KKR's offer was welcomed by the board, and, to some observers, it appeared that their elevation of the reset issue as a deal-breaker in KKR's favor was little more than an excuse to reject Johnson's higher payout of $112 per share. Johnson received compensation worth more than $60 million from the buyout, then left in February 1989. In March 1989, Louis V. Gerstner of American Express became the new head of RJR Nabisco.

=== After the KKR buyout ===

On April 27, 1989, RJR Nabisco announced it would move its headquarters to the New York City area.

As a result of the acquisition, RJR Nabisco divested the following divisions:
- Nabisco's UK operations (including Smith's and Walkers), Belin of France, and Saiwa of Italy were sold to BSN. Smith's and Walkers were swiftly resold to PepsiCo.
- Chun King was sold to Yeo Hiap Seng.
- Associated Biscuits International (consisting of 38% of India's Britannia and 40% of Pakistan's English Biscuit Manufacturers) was sold to Britannia Industries.
- Fresh Del Monte Produce was sold to Polly Peck.
- Del Monte Foods was sold to Merrill Lynch, Citicorp Venture Capital, and Kikkoman. Del Monte's Asia operations (outside the Philippines) were separately sold to Kikkoman.
- The company's 20% stake in ESPN Inc. was sold to Hearst Communications.
Another major consequence of the buyout was that according to United States Department of Labor, in its report "American Workplace", over 2,000 workers subsequently lost their jobs, of which 72% were eventually replaced, but earning less than half of their previous incomes, suggesting that it took most of those who lost their jobs an average of 5.6 months to find new employment.

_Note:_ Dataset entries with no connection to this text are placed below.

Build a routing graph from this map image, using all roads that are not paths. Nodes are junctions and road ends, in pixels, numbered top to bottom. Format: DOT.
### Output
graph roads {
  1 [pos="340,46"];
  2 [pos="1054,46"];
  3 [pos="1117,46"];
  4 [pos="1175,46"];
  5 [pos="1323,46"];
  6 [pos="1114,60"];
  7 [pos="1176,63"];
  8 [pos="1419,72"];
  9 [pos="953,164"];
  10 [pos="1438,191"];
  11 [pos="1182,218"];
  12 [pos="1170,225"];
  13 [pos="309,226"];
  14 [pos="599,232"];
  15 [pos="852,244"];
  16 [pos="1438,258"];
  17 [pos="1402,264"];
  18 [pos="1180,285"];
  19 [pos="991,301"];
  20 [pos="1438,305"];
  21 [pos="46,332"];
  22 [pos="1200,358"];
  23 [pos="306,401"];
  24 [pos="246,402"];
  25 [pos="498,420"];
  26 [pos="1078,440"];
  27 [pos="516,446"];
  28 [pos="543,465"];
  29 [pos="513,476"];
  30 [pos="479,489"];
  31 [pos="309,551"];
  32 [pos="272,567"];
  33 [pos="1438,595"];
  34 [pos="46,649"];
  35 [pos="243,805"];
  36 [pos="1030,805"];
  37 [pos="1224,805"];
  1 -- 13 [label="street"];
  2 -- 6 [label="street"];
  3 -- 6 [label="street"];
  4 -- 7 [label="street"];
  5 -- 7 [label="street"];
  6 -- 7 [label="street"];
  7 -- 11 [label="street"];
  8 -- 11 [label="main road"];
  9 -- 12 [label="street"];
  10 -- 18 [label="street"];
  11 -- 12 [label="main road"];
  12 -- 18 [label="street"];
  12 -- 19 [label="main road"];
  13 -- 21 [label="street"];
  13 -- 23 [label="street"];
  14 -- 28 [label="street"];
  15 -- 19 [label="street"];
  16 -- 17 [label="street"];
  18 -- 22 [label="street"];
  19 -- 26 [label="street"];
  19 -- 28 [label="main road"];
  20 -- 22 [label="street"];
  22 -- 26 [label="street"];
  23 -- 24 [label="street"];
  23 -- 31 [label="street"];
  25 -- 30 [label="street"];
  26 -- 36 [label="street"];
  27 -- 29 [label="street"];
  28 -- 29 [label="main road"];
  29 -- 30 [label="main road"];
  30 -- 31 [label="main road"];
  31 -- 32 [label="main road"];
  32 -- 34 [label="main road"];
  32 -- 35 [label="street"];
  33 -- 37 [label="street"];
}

On March 21, 1991, RJR Nabisco Holdings Corp. became a publicly traded stock. In March 1999, RJR Nabisco announced the sale of the international division of R. J. Reynolds Tobacco to Japan Tobacco, creating what is now known as Japan Tobacco International, and in June of that year, the company sold the remainder of R. J. Reynolds Tobacco to stockholders. The parent company became Nabisco Group Holdings and owned 80.5 percent of Nabisco Holdings. In 2000, Philip Morris bought Nabisco Holdings. Soon after that, R. J. Reynolds Tobacco Holdings, Inc., first traded in June 1999, announced the acquisition of Nabisco Group Holdings. The deal was completed in December 2000.

== Controversy ==

=== Ads on smoking-free flights ===
In April 1988, RJR Nabisco fired the Saatchi & Saatchi advertising agency after its Northwest Airlines ad introducing the airline's in-flight smoking ban. This was despite the agency's only having been contracted for Nabisco products, not any tobacco products.

=== Pandora Papers ===
In 2021, RJR Nabisco (before it split up) was listed in the Pandora Papers after the law firm Baker McKenzie set up shell companies in Cyprus.